TO DO
If a line in the entries includes "Venti", show that line.

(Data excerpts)
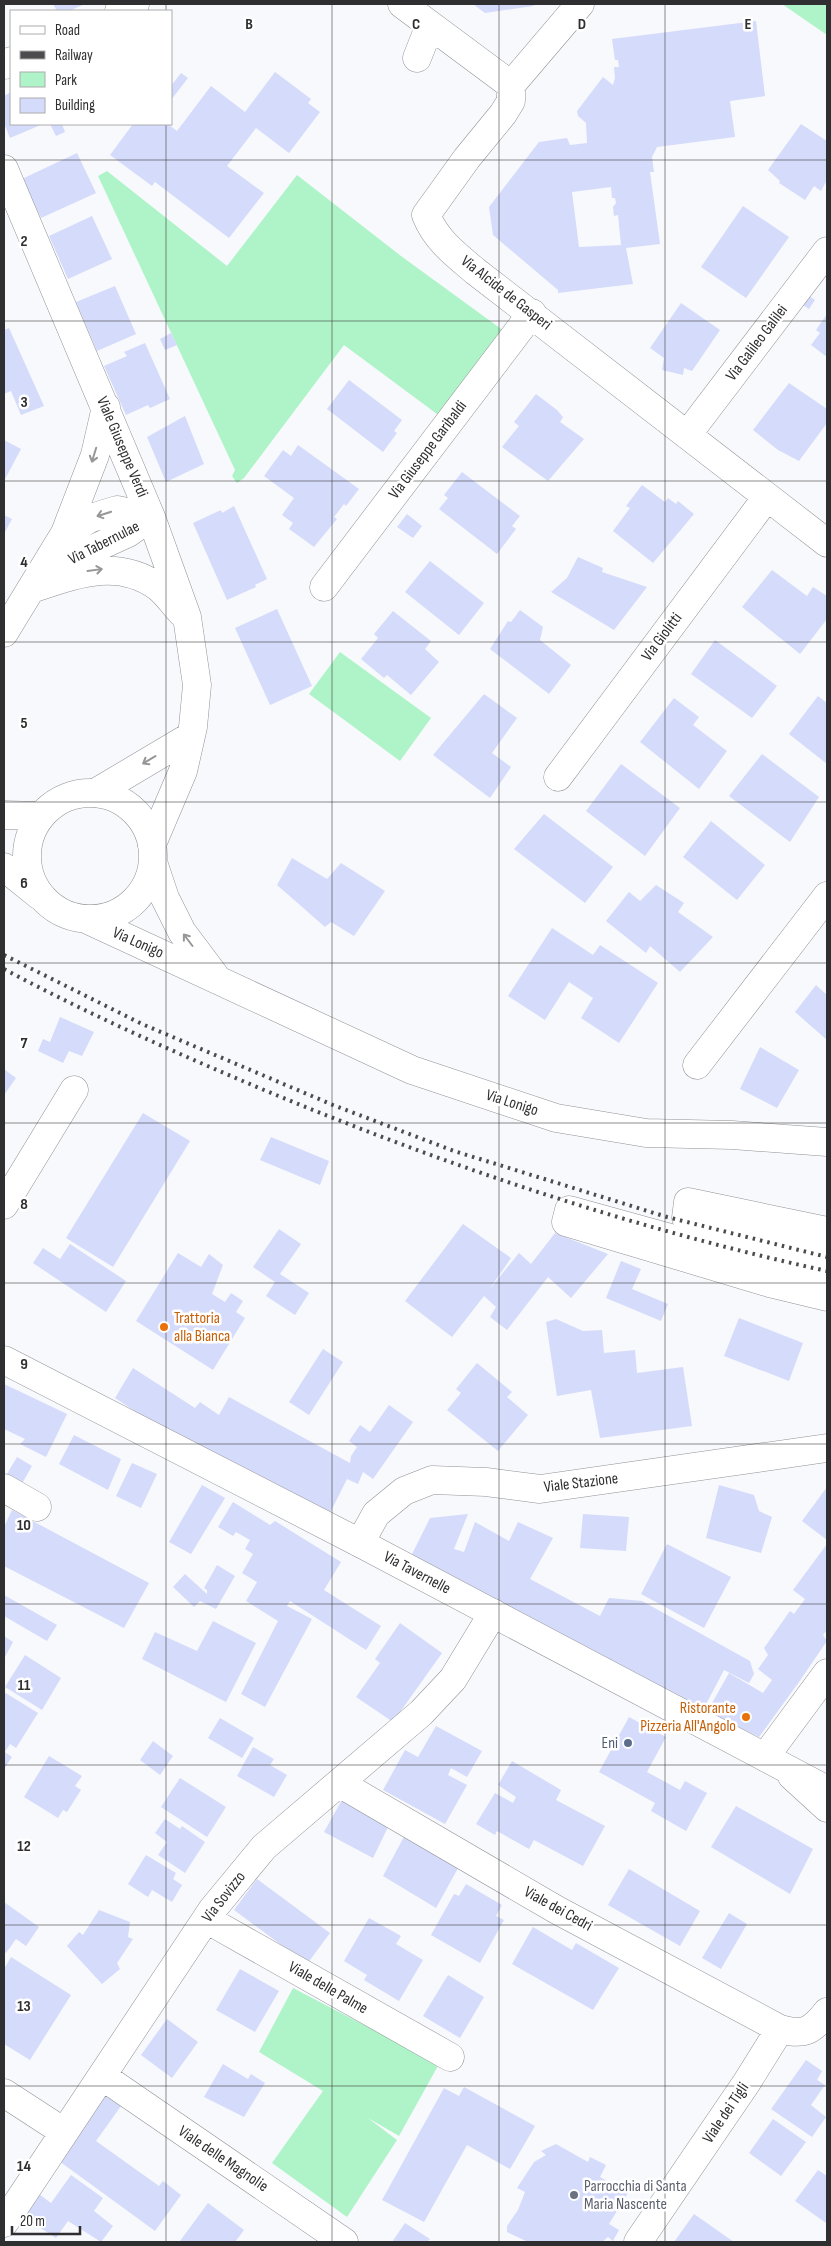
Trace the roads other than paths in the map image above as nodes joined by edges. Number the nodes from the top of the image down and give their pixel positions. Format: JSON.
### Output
{"nodes":[{"id":1,"x":135,"y":4,"type":"edge"},
{"id":2,"x":402,"y":4,"type":"edge"},
{"id":3,"x":580,"y":4,"type":"edge"},
{"id":4,"x":121,"y":10,"type":"edge"},
{"id":5,"x":430,"y":25,"type":"junction"},
{"id":6,"x":417,"y":58,"type":"dead end"},
{"id":7,"x":511,"y":85,"type":"junction"},
{"id":8,"x":4,"y":169,"type":"edge"},
{"id":9,"x":827,"y":251,"type":"edge"},
{"id":10,"x":532,"y":313,"type":"junction"},
{"id":11,"x":106,"y":407,"type":"junction"},
{"id":12,"x":687,"y":435,"type":"junction"},
{"id":13,"x":767,"y":497,"type":"junction"},
{"id":14,"x":151,"y":517,"type":"junction"},
{"id":15,"x":65,"y":533,"type":"junction"},
{"id":16,"x":827,"y":543,"type":"edge"},
{"id":17,"x":324,"y":587,"type":"dead end"},
{"id":18,"x":18,"y":601,"type":"edge"},
{"id":19,"x":187,"y":617,"type":"junction"},
{"id":20,"x":4,"y":633,"type":"edge"},
{"id":21,"x":191,"y":736,"type":"junction"},
{"id":22,"x":558,"y":777,"type":"dead end"},
{"id":23,"x":94,"y":792,"type":"junction"},
{"id":24,"x":4,"y":815,"type":"edge"},
{"id":25,"x":40,"y":816,"type":"junction"},
{"id":26,"x":152,"y":853,"type":"junction"},
{"id":27,"x":4,"y":867,"type":"edge"},
{"id":28,"x":827,"y":896,"type":"edge"},
{"id":29,"x":45,"y":900,"type":"junction"},
{"id":30,"x":86,"y":919,"type":"junction"},
{"id":31,"x":218,"y":979,"type":"junction"},
{"id":32,"x":697,"y":1065,"type":"dead end"},
{"id":33,"x":74,"y":1090,"type":"dead end"},
{"id":34,"x":827,"y":1142,"type":"edge"},
{"id":35,"x":4,"y":1205,"type":"edge"},
{"id":36,"x":827,"y":1231,"type":"edge"},
{"id":37,"x":827,"y":1252,"type":"edge"},
{"id":38,"x":827,"y":1276,"type":"edge"},
{"id":39,"x":827,"y":1296,"type":"edge"},
{"id":40,"x":4,"y":1360,"type":"edge"},
{"id":41,"x":827,"y":1448,"type":"edge"},
{"id":42,"x":4,"y":1488,"type":"edge"},
{"id":43,"x":37,"y":1507,"type":"dead end"},
{"id":44,"x":360,"y":1543,"type":"junction"},
{"id":45,"x":493,"y":1613,"type":"junction"},
{"id":46,"x":827,"y":1673,"type":"edge"},
{"id":47,"x":772,"y":1760,"type":"junction"},
{"id":48,"x":339,"y":1783,"type":"junction"},
{"id":49,"x":827,"y":1790,"type":"edge"},
{"id":50,"x":827,"y":1808,"type":"edge"},
{"id":51,"x":206,"y":1919,"type":"junction"},
{"id":52,"x":827,"y":2012,"type":"edge"},
{"id":53,"x":780,"y":2029,"type":"junction"},
{"id":54,"x":450,"y":2058,"type":"dead end"},
{"id":55,"x":102,"y":2076,"type":"junction"},
{"id":56,"x":4,"y":2093,"type":"edge"},
{"id":57,"x":64,"y":2132,"type":"junction"},
{"id":58,"x":4,"y":2223,"type":"edge"},
{"id":59,"x":344,"y":2242,"type":"edge"},
{"id":60,"x":638,"y":2242,"type":"edge"}],
"edges":[{"from":1,"to":4,"type":"street"},
{"from":2,"to":5,"type":"street"},
{"from":3,"to":7,"type":"street"},
{"from":5,"to":6,"type":"street"},
{"from":5,"to":7,"type":"street"},
{"from":7,"to":10,"type":"street","name":"Via Alcide de Gasperi"},
{"from":8,"to":11,"type":"street","name":"Viale Giuseppe Verdi"},
{"from":9,"to":12,"type":"street","name":"Via Galileo Galilei"},
{"from":10,"to":12,"type":"street","name":"Via Alcide de Gasperi"},
{"from":10,"to":17,"type":"street","name":"Via Giuseppe Garibaldi"},
{"from":11,"to":14,"type":"street","name":"Viale Giuseppe Verdi"},
{"from":11,"to":15,"type":"street","name":"Via Tabernulae","one_way":true},
{"from":12,"to":13,"type":"street","name":"Via Alcide de Gasperi"},
{"from":13,"to":16,"type":"street","name":"Via Alcide de Gasperi"},
{"from":13,"to":22,"type":"street","name":"Via Giolitti"},
{"from":14,"to":15,"type":"street","name":"Via Tabernulae","one_way":true},
{"from":14,"to":18,"type":"street","name":"Via Tabernulae"},
{"from":14,"to":19,"type":"street","name":"Viale Giuseppe Verdi"},
{"from":15,"to":18,"type":"street","name":"Via Tabernulae"},
{"from":18,"to":19,"type":"street","name":"Via Tabernulae","one_way":true},
{"from":18,"to":20,"type":"street","name":"Via Tabernulae"},
{"from":19,"to":21,"type":"street","name":"Viale Giuseppe Verdi"},
{"from":21,"to":23,"type":"street","one_way":true},
{"from":21,"to":26,"type":"street","name":"Viale Giuseppe Verdi"},
{"from":23,"to":25,"type":"street"},
{"from":23,"to":26,"type":"street"},
{"from":24,"to":25,"type":"street"},
{"from":25,"to":29,"type":"street"},
{"from":26,"to":30,"type":"street"},
{"from":31,"to":26,"type":"street","name":"Via Lonigo","one_way":true},
{"from":27,"to":29,"type":"street"},
{"from":28,"to":32,"type":"street"},
{"from":29,"to":30,"type":"street"},
{"from":30,"to":31,"type":"street","name":"Via Lonigo"},
{"from":31,"to":34,"type":"street","name":"Via Lonigo"},
{"from":33,"to":35,"type":"street"},
{"from":36,"to":37,"type":"street"},
{"from":38,"to":39,"type":"street"},
{"from":40,"to":44,"type":"street","name":"Via Tavernelle"},
{"from":41,"to":44,"type":"street","name":"Viale Stazione"},
{"from":42,"to":43,"type":"street"},
{"from":44,"to":45,"type":"street","name":"Via Tavernelle"},
{"from":45,"to":47,"type":"street","name":"Via Tavernelle"},
{"from":45,"to":48,"type":"street","name":"Via Sovizzo"},
{"from":46,"to":47,"type":"street"},
{"from":47,"to":49,"type":"street","name":"Via Tavernelle"},
{"from":47,"to":50,"type":"street"},
{"from":48,"to":51,"type":"street","name":"Via Sovizzo"},
{"from":48,"to":53,"type":"street","name":"Viale dei Cedri"},
{"from":51,"to":54,"type":"street","name":"Viale delle Palme"},
{"from":51,"to":55,"type":"street","name":"Via Sovizzo"},
{"from":52,"to":53,"type":"street"},
{"from":53,"to":60,"type":"street","name":"Viale dei Tigli"},
{"from":55,"to":57,"type":"street","name":"Via Sovizzo"},
{"from":55,"to":59,"type":"street","name":"Viale delle Magnolie"},
{"from":56,"to":57,"type":"street"},
{"from":57,"to":58,"type":"street","name":"Via Sovizzo"}]}
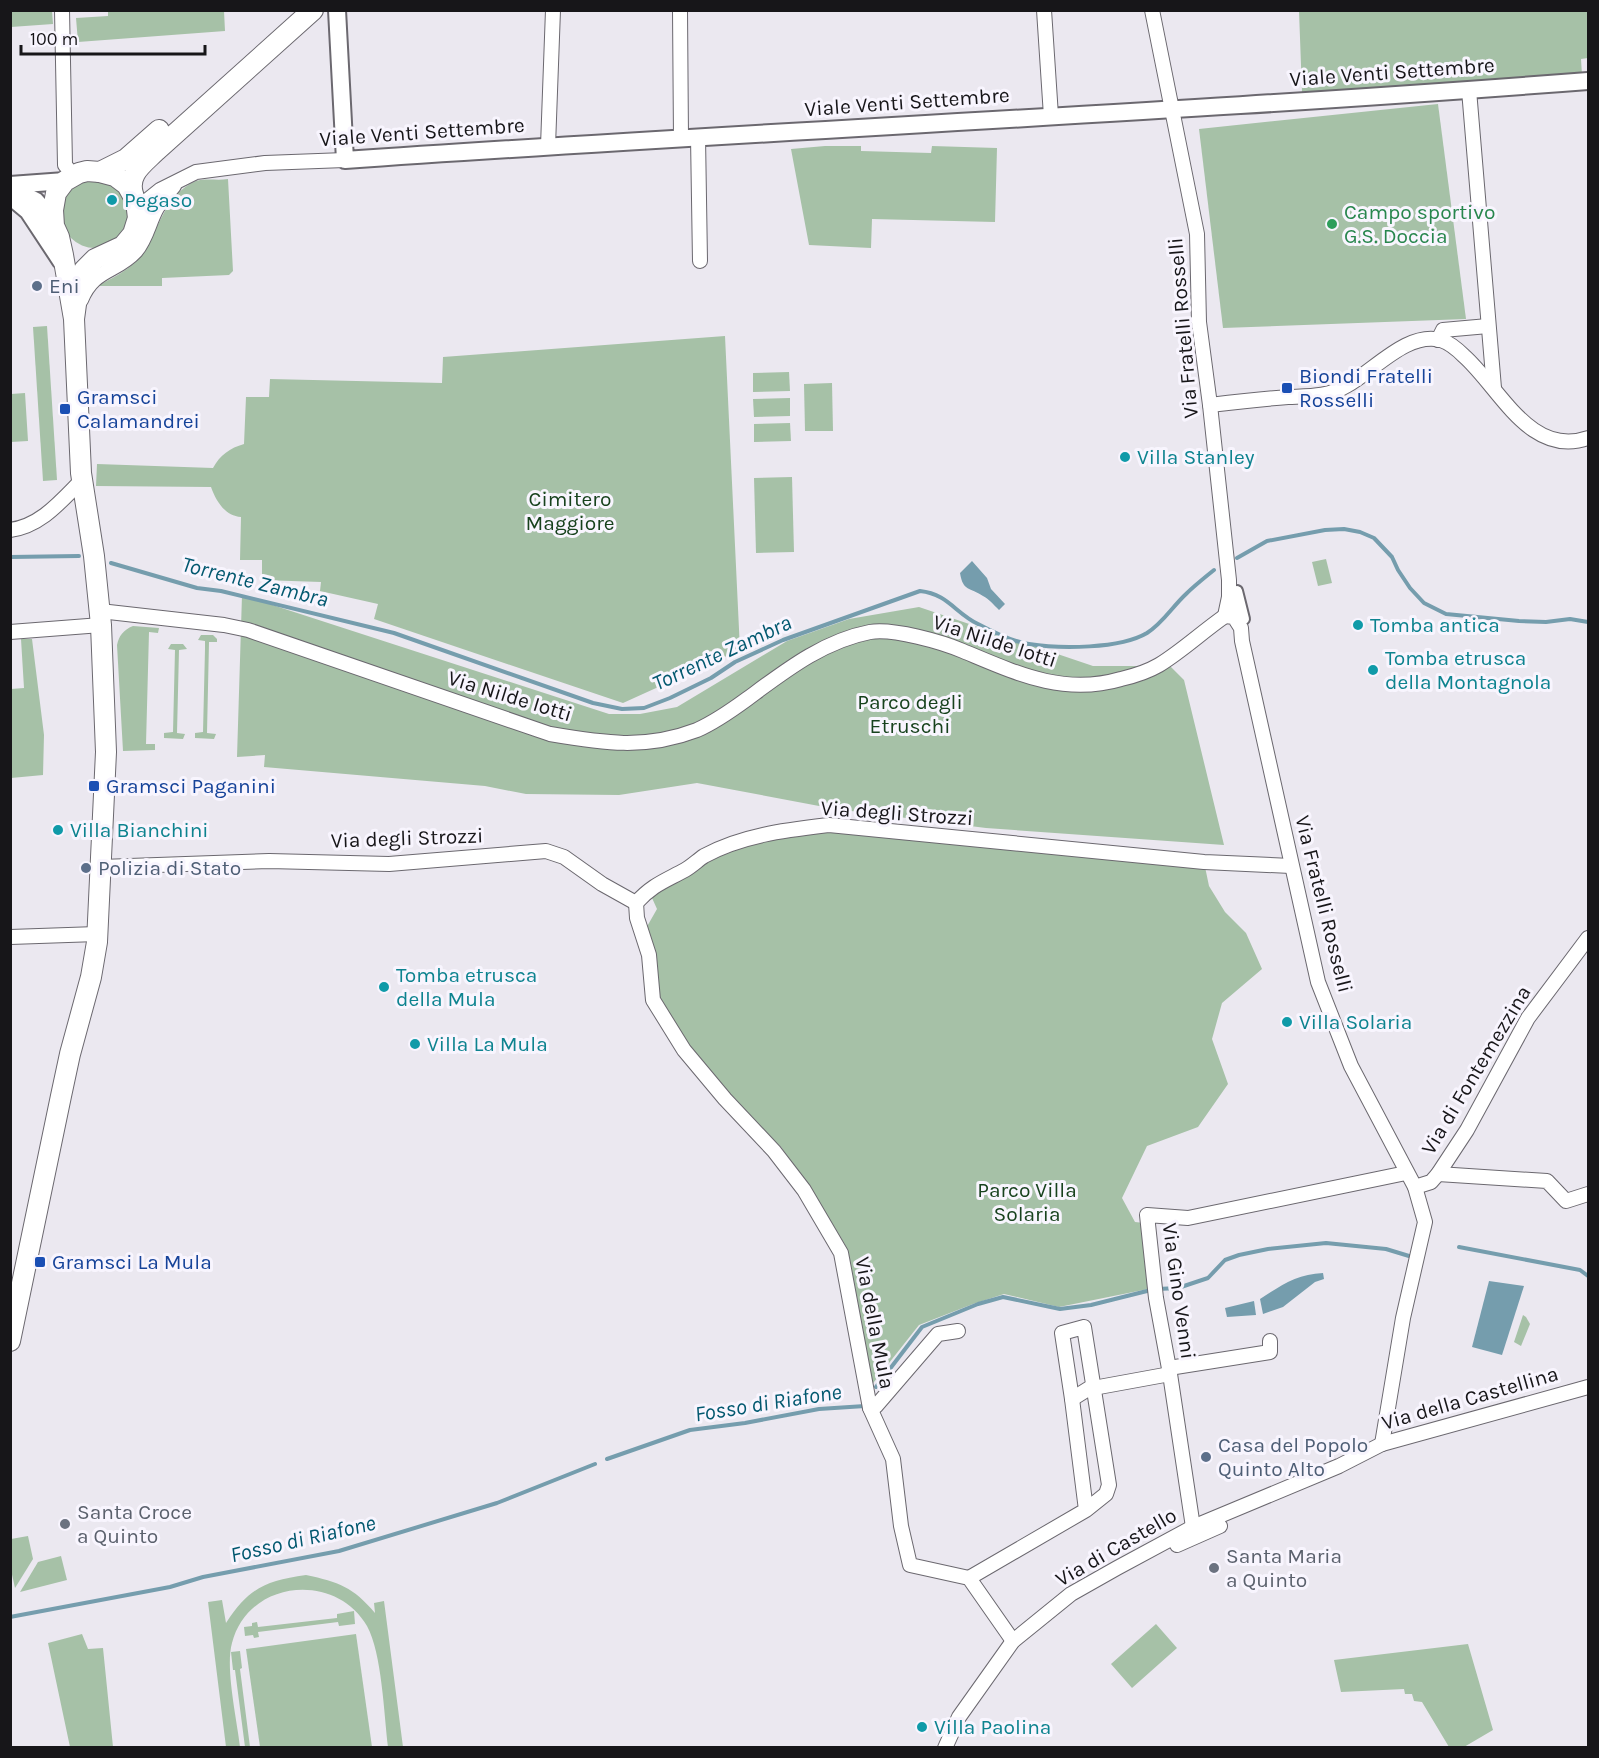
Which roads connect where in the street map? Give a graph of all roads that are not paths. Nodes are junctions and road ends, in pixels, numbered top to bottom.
1 (63, 10) edge
2 (293, 10) edge
3 (313, 10) edge
4 (337, 10) edge
5 (553, 10) edge
6 (680, 10) edge
7 (1044, 10) edge
8 (1152, 10) edge
9 (1588, 81) edge
10 (1469, 90) junction
11 (1173, 109) junction
12 (1051, 116) junction
13 (689, 138) junction
14 (549, 146) junction
15 (345, 160) junction
16 (100, 172) junction
17 (69, 178) junction
18 (181, 179) junction
19 (10, 186) edge
20 (133, 194) junction
21 (10, 196) edge
22 (138, 217) junction
23 (56, 228) junction
24 (103, 256) junction
25 (700, 261) dead end
26 (66, 268) junction
27 (75, 319) junction
28 (1488, 326) junction
29 (1438, 340) junction
30 (1494, 388) junction
31 (1210, 405) junction
32 (1588, 438) edge
33 (82, 480) junction
34 (10, 530) edge
35 (1225, 616) junction
36 (100, 618) junction
37 (10, 632) edge
38 (1291, 866) junction
39 (101, 867) junction
40 (636, 903) junction
41 (97, 934) junction
42 (10, 937) edge
43 (1588, 938) edge
44 (1406, 1173) junction
45 (1438, 1174) junction
46 (1415, 1187) junction
47 (1588, 1194) edge
48 (958, 1331) dead end
49 (10, 1341) edge
50 (1270, 1350) dead end
51 (1169, 1371) junction
52 (1588, 1387) edge
53 (1094, 1388) junction
54 (1072, 1400) junction
55 (870, 1408) junction
56 (1382, 1444) junction
57 (1363, 1453) joint
58 (1269, 1497) junction
59 (1086, 1510) junction
60 (1193, 1527) junction
61 (1117, 1568) junction
62 (969, 1578) junction
63 (1013, 1641) junction
64 (945, 1748) edge

1 - 17 street
2 - 16 main road
3 - 20 main road
4 - 15 street
5 - 14 street
6 - 13 street
7 - 12 street
8 - 11 street, Via Fratelli Rosselli
9 - 10 street, Viale Venti Settembre
10 - 11 street, Viale Venti Settembre
10 - 28 street
11 - 12 street, Viale Venti Settembre
11 - 31 street, Via Fratelli Rosselli
12 - 13 street, Viale Venti Settembre
13 - 14 street, Viale Venti Settembre
13 - 25 street
14 - 15 street, Viale Venti Settembre
15 - 18 street, Viale Venti Settembre
16 - 17 main road
16 - 20 main road
17 - 19 street
17 - 23 main road
18 - 22 street, Viale Venti Settembre
18 - 27 street
19 - 23 street
20 - 22 main road
21 - 26 street
22 - 24 main road
23 - 24 main road
23 - 26 main road
24 - 27 main road
26 - 27 main road
27 - 33 main road
28 - 29 street
28 - 30 street
29 - 30 street
29 - 31 street
30 - 32 street
31 - 35 street, Via Fratelli Rosselli
33 - 34 street
33 - 36 main road
35 - 36 street, Via Nilde Iotti
35 - 38 street, Via Fratelli Rosselli
36 - 37 street, Via Nilde Iotti
36 - 39 main road
38 - 40 street, Via degli Strozzi
38 - 44 street, Via Fratelli Rosselli
39 - 40 street, Via degli Strozzi
39 - 41 main road
40 - 55 street, Via della Mula
41 - 42 street
41 - 49 main road
43 - 45 street, Via di Fontemezzina
44 - 46 street, Via Fratelli Rosselli
44 - 51 street, Via Gino Venni
45 - 46 street, Via di Fontemezzina
45 - 47 street
46 - 56 street, Via Fratelli Rosselli
48 - 55 street
50 - 51 street
51 - 53 street
51 - 60 street, Via Gino Venni
52 - 56 street, Via della Castellina
53 - 54 street
53 - 54 street
53 - 59 street
54 - 59 street
55 - 62 street, Via della Mula
56 - 57 street, Via della Castellina
57 - 58 street, Via di Castello
58 - 60 street, Via di Castello
58 - 61 street
59 - 62 street
60 - 61 street, Via di Castello
61 - 63 street, Via di Castello
62 - 63 street
63 - 64 street, Via di Castello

ANSWER BOX
9 - 10 street, Viale Venti Settembre
10 - 11 street, Viale Venti Settembre
11 - 12 street, Viale Venti Settembre
12 - 13 street, Viale Venti Settembre
13 - 14 street, Viale Venti Settembre
14 - 15 street, Viale Venti Settembre
15 - 18 street, Viale Venti Settembre
18 - 22 street, Viale Venti Settembre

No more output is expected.